▶ [RECORDED DATA]:
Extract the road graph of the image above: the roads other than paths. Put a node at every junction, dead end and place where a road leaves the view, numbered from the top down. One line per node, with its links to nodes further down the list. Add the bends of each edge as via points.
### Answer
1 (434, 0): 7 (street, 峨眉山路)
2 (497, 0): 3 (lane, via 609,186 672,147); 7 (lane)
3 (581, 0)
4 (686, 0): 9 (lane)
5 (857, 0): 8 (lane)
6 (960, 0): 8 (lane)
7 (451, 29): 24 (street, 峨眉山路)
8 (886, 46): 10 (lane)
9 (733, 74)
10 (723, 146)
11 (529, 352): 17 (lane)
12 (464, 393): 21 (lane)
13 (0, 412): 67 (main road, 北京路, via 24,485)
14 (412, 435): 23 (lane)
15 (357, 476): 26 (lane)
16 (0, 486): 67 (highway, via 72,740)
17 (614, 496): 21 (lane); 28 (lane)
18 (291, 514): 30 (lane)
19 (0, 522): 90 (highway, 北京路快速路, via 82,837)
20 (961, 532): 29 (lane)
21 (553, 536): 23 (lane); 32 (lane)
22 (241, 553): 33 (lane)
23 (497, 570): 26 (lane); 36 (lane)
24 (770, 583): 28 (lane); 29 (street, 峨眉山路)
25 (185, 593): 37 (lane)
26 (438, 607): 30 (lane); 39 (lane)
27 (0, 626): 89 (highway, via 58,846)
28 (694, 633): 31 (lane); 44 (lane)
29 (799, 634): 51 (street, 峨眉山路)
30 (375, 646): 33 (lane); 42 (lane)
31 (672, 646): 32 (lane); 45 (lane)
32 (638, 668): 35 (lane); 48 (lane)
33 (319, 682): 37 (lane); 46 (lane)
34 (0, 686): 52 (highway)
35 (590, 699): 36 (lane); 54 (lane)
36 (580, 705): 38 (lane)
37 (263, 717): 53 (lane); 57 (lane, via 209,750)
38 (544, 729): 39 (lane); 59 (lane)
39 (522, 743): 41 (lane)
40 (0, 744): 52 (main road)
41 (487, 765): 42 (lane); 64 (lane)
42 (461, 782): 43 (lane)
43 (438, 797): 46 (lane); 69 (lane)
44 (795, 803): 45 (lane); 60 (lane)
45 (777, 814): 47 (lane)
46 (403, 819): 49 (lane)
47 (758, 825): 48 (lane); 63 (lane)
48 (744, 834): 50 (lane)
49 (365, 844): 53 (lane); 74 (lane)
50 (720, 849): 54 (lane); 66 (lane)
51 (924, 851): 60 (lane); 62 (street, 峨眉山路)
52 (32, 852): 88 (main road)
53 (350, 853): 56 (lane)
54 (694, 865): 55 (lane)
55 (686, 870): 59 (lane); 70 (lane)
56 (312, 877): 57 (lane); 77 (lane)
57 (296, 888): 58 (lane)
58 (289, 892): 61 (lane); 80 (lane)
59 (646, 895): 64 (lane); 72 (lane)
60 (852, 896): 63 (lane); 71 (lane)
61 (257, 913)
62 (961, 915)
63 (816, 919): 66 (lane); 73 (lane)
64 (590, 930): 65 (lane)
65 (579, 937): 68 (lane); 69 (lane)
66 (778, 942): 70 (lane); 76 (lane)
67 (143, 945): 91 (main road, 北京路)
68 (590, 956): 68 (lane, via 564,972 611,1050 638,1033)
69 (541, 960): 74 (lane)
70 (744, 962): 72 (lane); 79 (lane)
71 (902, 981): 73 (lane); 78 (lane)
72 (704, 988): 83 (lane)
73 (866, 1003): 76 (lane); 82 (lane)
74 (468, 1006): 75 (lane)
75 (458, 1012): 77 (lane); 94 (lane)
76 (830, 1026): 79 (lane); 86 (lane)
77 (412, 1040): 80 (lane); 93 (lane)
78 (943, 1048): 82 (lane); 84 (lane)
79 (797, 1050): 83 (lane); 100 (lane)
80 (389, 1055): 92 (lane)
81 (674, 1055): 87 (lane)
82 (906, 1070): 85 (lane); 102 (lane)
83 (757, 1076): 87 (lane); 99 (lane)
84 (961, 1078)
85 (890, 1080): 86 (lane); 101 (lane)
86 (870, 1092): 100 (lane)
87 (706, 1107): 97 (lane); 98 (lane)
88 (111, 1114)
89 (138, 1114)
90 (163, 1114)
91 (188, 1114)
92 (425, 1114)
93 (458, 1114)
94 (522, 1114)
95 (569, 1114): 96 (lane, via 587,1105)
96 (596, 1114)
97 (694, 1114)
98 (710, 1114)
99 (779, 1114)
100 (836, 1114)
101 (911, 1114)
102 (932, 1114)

▶ [PROBLEM STATEMENT]:
Find every line above where the word "main" occurs, and copy that line.

▶ [YOUR SOLUTION]:
13 (0, 412): 67 (main road, 北京路, via 24,485)
40 (0, 744): 52 (main road)
52 (32, 852): 88 (main road)
67 (143, 945): 91 (main road, 北京路)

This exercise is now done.